[[ Records for processing, beginning ]]
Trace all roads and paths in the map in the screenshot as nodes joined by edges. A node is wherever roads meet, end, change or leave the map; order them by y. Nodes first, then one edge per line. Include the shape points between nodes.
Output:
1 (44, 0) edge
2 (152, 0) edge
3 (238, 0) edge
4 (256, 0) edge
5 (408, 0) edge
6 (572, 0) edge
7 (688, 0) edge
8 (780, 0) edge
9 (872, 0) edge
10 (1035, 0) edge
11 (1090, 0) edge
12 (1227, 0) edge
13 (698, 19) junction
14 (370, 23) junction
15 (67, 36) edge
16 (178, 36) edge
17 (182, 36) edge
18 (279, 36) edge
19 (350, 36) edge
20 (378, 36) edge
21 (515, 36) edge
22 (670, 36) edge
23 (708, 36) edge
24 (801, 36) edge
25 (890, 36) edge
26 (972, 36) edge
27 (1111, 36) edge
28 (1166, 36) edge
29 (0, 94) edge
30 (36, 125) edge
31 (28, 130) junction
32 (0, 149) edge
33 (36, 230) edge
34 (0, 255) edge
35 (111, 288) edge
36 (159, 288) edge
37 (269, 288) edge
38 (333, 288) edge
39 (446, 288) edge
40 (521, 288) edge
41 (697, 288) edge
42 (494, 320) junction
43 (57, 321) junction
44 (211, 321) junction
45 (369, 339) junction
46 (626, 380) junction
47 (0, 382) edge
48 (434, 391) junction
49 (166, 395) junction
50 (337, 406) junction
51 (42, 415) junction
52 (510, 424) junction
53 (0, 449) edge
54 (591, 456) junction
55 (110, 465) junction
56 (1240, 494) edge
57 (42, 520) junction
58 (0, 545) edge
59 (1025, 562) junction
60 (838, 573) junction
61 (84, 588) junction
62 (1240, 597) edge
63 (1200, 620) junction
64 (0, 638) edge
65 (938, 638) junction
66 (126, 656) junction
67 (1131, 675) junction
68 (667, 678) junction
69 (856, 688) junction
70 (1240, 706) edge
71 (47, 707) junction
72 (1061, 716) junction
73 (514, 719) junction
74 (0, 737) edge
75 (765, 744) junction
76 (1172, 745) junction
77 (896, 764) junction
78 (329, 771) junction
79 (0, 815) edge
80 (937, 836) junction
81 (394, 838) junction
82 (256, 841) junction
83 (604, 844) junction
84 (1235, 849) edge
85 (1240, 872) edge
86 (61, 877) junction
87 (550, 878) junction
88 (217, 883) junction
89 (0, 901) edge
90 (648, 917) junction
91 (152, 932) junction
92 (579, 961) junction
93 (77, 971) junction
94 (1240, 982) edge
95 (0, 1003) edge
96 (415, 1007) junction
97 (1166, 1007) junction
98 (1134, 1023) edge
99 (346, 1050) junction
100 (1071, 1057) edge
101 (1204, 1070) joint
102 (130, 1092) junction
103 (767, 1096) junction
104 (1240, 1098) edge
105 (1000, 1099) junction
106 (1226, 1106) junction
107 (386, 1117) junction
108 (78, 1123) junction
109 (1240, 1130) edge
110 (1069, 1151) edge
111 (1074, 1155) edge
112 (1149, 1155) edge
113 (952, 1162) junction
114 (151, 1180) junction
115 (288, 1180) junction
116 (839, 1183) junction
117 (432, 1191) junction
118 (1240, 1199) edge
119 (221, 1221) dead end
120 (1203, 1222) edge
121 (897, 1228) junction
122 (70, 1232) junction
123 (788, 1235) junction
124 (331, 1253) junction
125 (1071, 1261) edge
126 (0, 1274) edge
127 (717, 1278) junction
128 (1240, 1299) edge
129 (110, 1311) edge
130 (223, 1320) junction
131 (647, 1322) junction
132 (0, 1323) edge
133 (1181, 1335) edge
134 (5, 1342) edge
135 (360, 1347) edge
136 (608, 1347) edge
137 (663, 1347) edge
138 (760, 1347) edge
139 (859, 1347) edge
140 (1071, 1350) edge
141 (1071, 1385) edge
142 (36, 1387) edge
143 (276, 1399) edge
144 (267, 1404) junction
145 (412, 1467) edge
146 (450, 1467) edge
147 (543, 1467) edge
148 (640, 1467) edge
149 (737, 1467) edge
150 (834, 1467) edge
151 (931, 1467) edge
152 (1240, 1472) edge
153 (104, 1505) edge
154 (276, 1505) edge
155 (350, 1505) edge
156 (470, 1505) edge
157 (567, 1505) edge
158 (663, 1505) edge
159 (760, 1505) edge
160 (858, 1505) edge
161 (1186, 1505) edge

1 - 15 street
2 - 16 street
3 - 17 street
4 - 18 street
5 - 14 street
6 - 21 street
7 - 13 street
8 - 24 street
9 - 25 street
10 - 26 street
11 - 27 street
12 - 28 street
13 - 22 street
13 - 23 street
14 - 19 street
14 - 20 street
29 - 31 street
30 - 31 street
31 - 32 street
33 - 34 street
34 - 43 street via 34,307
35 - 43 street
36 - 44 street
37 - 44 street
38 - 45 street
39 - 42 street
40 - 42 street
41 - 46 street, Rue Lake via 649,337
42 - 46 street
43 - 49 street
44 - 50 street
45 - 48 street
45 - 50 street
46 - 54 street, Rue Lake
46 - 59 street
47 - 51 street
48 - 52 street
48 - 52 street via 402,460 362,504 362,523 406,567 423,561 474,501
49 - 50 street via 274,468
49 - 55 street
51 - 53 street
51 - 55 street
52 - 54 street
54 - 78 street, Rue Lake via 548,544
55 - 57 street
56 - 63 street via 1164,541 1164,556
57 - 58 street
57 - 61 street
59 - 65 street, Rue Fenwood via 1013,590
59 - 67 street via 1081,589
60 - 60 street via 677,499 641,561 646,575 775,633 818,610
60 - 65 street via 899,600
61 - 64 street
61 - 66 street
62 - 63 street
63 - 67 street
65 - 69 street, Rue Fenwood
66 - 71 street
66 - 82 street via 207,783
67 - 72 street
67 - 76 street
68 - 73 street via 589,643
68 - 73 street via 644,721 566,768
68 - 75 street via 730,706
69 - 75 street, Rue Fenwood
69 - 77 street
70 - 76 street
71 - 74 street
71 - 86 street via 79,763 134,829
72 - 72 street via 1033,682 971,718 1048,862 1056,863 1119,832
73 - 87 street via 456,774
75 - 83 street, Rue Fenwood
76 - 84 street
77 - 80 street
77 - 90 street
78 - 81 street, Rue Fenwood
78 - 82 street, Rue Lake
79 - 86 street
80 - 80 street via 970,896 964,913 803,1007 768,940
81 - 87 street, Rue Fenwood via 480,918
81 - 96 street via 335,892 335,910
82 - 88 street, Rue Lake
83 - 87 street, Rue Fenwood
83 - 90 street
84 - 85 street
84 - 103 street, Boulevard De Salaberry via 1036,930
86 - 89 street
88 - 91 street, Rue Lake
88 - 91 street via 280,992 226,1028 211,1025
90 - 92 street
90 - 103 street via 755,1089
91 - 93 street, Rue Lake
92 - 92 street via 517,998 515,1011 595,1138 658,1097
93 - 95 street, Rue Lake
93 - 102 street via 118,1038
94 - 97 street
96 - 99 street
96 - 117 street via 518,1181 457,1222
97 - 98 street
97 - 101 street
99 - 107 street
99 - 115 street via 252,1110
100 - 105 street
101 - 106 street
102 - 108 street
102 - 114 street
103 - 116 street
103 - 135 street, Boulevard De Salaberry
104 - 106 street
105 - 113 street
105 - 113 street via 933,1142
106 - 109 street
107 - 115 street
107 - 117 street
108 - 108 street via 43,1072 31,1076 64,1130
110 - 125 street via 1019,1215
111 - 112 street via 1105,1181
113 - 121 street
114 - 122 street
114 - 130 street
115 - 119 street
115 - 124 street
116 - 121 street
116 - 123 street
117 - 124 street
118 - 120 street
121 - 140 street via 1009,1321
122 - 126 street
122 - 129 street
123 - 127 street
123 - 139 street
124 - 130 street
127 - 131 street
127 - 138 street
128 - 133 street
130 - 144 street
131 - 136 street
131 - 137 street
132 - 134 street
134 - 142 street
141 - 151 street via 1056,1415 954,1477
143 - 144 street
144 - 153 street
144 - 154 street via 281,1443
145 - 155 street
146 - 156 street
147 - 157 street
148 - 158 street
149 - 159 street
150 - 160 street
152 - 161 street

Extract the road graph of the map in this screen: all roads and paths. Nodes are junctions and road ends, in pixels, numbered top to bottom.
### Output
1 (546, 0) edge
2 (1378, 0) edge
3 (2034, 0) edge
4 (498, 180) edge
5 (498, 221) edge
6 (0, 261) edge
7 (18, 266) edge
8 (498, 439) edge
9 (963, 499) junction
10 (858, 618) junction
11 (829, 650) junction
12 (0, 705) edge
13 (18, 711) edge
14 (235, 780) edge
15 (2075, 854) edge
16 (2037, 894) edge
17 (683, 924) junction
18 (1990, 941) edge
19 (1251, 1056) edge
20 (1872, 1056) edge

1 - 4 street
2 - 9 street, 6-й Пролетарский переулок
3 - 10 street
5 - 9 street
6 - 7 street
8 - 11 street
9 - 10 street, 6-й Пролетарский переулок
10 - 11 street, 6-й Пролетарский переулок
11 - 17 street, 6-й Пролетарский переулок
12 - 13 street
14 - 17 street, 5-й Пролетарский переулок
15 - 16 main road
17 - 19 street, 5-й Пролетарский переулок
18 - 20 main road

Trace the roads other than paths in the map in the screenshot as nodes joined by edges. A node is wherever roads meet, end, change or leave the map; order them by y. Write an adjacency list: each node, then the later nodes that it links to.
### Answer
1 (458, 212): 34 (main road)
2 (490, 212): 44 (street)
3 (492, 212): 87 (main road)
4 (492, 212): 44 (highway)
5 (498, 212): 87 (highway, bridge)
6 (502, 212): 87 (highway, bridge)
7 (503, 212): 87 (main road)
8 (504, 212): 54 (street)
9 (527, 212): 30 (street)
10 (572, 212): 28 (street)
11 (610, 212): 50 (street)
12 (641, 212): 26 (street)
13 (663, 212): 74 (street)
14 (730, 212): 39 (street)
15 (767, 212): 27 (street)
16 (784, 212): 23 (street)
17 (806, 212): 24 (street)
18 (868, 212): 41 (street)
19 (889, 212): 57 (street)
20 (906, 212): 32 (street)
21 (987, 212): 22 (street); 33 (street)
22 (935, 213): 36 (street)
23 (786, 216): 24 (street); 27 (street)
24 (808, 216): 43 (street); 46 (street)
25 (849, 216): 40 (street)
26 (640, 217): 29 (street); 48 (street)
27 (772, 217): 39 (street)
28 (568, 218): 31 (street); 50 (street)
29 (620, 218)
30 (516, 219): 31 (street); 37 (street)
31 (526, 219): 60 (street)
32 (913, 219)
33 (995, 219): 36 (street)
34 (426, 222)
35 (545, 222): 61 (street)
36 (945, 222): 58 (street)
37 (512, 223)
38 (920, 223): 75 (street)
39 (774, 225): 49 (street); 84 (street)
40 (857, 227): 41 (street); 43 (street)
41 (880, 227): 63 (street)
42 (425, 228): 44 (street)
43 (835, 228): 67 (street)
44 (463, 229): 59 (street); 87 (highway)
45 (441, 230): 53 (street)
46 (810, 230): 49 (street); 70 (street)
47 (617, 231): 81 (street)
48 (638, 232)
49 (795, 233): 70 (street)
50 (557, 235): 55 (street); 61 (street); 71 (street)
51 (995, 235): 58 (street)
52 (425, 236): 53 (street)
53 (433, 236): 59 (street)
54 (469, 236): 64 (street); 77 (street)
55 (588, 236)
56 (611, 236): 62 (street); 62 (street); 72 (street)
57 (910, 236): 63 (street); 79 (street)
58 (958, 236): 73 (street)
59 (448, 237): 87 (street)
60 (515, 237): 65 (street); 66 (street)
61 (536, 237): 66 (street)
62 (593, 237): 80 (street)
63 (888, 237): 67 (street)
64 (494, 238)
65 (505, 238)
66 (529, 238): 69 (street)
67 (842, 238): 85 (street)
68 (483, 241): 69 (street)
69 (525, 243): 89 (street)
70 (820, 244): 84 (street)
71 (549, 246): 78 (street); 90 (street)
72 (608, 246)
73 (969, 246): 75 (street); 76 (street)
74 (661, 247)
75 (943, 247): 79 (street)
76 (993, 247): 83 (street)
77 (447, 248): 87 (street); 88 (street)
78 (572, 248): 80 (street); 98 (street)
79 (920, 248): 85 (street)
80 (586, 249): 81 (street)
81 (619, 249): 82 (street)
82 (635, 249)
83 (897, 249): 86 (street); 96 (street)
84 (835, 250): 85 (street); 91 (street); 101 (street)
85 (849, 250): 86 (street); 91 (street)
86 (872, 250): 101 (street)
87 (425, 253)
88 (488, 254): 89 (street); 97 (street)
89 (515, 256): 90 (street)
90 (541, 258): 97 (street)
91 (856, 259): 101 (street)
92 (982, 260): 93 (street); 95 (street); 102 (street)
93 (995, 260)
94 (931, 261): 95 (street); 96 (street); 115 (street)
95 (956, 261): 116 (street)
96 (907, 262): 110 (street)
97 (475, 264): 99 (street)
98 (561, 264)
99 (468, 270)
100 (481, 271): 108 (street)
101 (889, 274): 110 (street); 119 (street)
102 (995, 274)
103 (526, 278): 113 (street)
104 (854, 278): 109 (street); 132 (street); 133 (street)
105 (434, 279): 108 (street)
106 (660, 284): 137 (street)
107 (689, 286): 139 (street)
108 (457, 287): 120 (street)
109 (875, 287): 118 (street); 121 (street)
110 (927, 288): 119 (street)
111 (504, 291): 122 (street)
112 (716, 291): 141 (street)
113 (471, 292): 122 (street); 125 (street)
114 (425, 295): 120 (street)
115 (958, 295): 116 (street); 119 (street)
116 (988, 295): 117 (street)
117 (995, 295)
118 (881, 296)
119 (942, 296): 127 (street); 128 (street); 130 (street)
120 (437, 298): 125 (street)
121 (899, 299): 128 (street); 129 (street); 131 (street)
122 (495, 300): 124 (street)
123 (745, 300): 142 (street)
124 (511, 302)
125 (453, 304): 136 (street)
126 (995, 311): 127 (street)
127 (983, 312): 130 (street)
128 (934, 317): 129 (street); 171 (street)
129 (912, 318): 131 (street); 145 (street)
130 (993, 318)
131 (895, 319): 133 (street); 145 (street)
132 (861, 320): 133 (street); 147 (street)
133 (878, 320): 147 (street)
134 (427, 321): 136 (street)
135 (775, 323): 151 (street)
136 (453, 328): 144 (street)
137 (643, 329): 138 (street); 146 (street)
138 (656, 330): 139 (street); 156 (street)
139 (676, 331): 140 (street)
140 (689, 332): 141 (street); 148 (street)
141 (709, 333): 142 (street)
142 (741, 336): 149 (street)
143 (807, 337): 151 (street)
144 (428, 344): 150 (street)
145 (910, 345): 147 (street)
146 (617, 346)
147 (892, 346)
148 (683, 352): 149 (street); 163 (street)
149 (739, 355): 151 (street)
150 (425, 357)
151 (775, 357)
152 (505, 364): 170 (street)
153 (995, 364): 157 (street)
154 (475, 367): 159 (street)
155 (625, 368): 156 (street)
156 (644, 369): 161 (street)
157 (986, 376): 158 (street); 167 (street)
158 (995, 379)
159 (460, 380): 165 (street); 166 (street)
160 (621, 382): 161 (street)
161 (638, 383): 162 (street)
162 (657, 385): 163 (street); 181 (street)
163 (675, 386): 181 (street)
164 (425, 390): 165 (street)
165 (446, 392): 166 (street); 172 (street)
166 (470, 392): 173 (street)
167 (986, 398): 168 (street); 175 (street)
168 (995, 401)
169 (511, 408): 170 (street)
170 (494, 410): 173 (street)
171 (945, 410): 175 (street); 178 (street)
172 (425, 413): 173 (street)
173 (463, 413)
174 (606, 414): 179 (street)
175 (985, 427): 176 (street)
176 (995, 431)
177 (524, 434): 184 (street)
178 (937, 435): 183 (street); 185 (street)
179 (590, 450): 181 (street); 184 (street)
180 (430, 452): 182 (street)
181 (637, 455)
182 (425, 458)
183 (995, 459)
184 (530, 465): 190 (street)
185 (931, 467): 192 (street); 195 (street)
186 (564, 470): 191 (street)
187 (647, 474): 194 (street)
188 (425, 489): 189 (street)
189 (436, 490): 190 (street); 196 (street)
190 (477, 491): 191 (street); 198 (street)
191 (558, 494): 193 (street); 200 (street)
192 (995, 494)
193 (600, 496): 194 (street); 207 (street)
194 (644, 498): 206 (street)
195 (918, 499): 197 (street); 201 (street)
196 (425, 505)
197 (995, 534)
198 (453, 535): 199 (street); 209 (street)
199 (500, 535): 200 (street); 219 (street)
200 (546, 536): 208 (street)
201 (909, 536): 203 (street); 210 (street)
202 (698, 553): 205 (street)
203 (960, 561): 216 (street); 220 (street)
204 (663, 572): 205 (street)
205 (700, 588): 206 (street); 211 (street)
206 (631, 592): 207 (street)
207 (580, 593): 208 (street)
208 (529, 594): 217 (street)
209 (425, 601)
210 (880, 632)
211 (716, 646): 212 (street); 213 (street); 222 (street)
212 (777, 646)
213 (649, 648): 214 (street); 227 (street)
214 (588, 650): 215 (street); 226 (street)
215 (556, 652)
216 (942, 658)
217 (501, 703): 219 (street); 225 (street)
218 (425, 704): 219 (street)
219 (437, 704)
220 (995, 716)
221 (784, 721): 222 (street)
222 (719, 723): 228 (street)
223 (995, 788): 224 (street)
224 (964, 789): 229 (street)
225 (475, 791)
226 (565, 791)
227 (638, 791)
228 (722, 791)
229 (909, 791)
[[ Records for processing, end ]]
What you have to do: Pull out every line holding "bridge" from the records above, and copy it.

Answer section:
5 (498, 212): 87 (highway, bridge)
6 (502, 212): 87 (highway, bridge)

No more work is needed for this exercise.